Idee: Thilo Stolper, DE-Nuernberg; Michael Engel, DE-Nuernberg

Heutzutage koennen fuer Webserver und aehnliche Anwendungen virtuelle Rechner verwendet werden, welche auch die Grundlage fuer virtuelle Steuerungen bieten. Diese koennen in Zukunft zusammen mit Simulationen ermoeglichen, die Eigenschaften von realen Anlagen vorauszusagen und betriebsbegleitend Anlagenzustaende zu erkennen, und auch reale Hardware zu ersetzen. Die Durchfuehrung kann auf zentralen Rechnern erfolgen, deren Einsatz dem von Webservern gleichartig ist.

Bei den virtuellen Rechnern, den virtuellen Steuerungen sowie den Simulationen stellt sich das Problem der Systemsteuerung. Bei Webservern werden ueblicherweise webbasierte Konfigurationswerkzeuge eingesetzt, welche sich auch fuer die virtuellen Steuerungen und die Simulation bei anwendungsspezifischer Einbindung anbieten.

Bisherige Ansaetze zur Systemsteuerung weisen den Nachteil auf, dass die Rechtevergabe und die Konfigurationsmoeglichkeiten nicht zufriedenstellend sind. Darueber hinaus sind derartige Werkzeuge rechenintensiv, erzeugen eine hohe Netzwerklast und koennen nur in einer Instanz ausgefuehrt werden.
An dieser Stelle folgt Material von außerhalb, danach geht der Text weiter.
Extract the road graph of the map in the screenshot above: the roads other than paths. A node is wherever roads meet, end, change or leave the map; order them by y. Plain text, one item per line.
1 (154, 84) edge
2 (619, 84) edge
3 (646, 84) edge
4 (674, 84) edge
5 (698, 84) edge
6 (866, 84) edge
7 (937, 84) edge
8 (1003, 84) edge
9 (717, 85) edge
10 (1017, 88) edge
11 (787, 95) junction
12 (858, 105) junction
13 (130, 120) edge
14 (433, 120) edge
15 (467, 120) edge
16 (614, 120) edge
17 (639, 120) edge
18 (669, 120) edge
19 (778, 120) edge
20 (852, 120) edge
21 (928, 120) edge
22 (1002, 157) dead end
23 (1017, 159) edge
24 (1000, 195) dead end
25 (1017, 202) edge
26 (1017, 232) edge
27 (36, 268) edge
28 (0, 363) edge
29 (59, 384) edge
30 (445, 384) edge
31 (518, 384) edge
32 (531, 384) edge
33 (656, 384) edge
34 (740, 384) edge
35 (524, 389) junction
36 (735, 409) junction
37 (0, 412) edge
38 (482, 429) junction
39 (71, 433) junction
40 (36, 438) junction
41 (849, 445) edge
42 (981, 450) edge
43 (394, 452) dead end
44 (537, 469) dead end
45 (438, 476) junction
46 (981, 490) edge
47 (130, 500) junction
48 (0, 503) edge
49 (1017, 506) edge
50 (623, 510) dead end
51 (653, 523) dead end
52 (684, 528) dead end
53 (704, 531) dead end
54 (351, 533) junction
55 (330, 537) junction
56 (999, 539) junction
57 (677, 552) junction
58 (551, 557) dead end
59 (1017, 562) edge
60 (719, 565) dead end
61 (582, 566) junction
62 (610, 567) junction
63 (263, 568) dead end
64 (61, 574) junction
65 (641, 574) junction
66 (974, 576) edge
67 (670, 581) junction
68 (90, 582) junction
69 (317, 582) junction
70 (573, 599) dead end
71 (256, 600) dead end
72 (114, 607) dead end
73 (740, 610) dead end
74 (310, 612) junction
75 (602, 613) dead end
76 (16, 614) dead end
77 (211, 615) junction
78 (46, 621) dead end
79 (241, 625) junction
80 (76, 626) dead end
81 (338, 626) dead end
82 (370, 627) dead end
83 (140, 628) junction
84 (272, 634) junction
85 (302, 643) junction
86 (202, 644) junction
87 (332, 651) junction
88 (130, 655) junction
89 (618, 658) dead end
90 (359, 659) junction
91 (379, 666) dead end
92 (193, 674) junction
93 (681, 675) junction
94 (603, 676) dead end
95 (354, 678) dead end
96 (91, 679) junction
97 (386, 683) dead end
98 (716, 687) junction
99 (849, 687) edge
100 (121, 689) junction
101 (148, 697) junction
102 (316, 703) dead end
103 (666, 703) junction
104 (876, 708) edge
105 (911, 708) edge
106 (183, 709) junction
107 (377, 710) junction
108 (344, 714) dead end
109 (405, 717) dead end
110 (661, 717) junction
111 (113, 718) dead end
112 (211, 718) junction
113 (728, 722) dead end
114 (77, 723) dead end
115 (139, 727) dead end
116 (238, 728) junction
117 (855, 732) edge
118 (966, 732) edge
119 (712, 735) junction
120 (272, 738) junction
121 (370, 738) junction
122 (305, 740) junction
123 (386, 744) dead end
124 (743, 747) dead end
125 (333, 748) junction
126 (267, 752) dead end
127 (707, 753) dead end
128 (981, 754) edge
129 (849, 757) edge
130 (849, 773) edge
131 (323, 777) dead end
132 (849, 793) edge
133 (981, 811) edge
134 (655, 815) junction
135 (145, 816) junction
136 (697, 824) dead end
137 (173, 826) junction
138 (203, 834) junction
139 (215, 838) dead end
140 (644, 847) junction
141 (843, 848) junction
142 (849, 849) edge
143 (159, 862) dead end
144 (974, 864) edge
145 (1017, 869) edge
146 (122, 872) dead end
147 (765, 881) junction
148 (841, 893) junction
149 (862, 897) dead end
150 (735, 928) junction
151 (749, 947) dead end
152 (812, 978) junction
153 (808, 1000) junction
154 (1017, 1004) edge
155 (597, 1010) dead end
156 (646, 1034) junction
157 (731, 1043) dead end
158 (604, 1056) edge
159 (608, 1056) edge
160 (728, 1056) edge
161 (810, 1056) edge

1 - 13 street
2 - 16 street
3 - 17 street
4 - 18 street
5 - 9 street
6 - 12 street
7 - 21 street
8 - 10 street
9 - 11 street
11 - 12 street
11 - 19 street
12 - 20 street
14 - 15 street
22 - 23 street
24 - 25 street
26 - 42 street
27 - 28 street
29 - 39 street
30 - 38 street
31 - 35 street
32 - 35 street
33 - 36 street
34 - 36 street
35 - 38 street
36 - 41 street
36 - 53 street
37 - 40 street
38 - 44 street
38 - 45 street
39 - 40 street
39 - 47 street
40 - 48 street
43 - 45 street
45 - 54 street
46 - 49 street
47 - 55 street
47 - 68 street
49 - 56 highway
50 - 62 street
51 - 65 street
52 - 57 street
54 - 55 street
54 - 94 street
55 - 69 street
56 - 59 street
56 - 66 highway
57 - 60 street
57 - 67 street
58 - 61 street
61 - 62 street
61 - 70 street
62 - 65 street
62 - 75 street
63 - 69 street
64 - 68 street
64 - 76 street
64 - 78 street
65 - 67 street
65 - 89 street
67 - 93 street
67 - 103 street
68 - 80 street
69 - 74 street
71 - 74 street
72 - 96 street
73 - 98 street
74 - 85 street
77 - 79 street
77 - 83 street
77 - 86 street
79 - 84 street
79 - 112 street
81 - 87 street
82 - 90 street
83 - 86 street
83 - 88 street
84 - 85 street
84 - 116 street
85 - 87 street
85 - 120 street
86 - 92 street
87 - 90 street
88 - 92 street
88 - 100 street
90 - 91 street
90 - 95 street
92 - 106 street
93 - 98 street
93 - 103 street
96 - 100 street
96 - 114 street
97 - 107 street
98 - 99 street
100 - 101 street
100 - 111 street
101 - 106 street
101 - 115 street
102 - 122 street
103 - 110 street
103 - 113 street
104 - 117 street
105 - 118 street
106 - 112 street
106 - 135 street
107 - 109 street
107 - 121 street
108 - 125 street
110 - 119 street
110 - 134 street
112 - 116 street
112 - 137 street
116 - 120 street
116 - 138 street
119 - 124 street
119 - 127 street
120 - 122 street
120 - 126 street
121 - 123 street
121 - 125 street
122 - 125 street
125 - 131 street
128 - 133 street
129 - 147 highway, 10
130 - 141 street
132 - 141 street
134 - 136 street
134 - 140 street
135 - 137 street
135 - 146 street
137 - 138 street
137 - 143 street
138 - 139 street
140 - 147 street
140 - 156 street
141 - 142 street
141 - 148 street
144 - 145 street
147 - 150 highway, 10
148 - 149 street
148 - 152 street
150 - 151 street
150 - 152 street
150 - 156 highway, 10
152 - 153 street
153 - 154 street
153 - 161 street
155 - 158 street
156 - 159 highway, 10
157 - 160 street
Im Folgenden wird daher ein neuartiges System vorgeschlagen, bei dem die virtuellen Steuerungen, die Simulation sowie die virtuelle Umgebung ueber eine zentrale Weboberflaeche verfuegen, in der Konfiguration und Dokumentation verwoben sind. Aus der virtuellen Umgebung koennen reale und virtuelle Aspekte abgebildet werden.

In einem Ausfuehrungsbeispiel (Abbildung 1) dient ein Product Lifecycle Management System (V) dem Erstellen der virtuellen Steuerungen (I), der Simulation (III), der virtuellen Umgebung sowie der Webplattform. Damit kann die prototypische Implementierung einer Anlage im virtuellen Umfeld erfolgen. Die Bedienung und Verwaltung erfolgt ueber eine Weboberflaeche.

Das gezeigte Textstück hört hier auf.